Introduction

Reinforcement Learning (RL) has exploded in popularity — first in game-playing agents, and now in large language models via methods like RLHF (Reinforcement Learning from Human Feedback). These approaches don’t just help models learn context better; they also improve reasoning by teaching them to “think in steps.”

My fascination with RL began when the GPT-3 paper was published and ChatGPT emerged as the so-called “tool of the decade.” I wanted to go beyond using these models — I wanted to understand how they work under the hood. That meant building RL concepts from the ground up: deriving equations, implementing toy solutions in environments like CartPole and FrozenLake, and seeing theory come alive in code.

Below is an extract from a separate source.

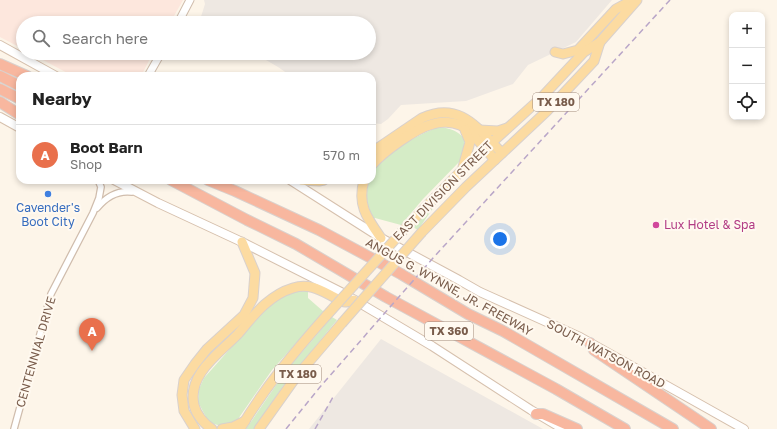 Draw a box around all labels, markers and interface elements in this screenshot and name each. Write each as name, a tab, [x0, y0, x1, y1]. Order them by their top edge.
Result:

This post is the first in a series where we’ll start with foundations:

  • What is an MDP and how does it differ from an HMM?
  • How do rewards and value functions actually work?
  • How can we move from knowing state values to learning optimal actions with Q-learning?
  • And how do we scale that to Deep Q-Learning when the state space explodes?

By the end, you’ll have a baseline RL toolkit — from mathematical definitions to runnable code — and a clear picture of how these pieces fit together when building agents.

Why This Series?

When I first encountered MDPs, I assumed they were simply an extension of Hidden Markov Models. I quickly learned this was wrong. HMMs deal with hidden states and observations, while MDPs deal with fully observable states and decision-making under uncertainty. Understanding this difference changed how I approached RL problems.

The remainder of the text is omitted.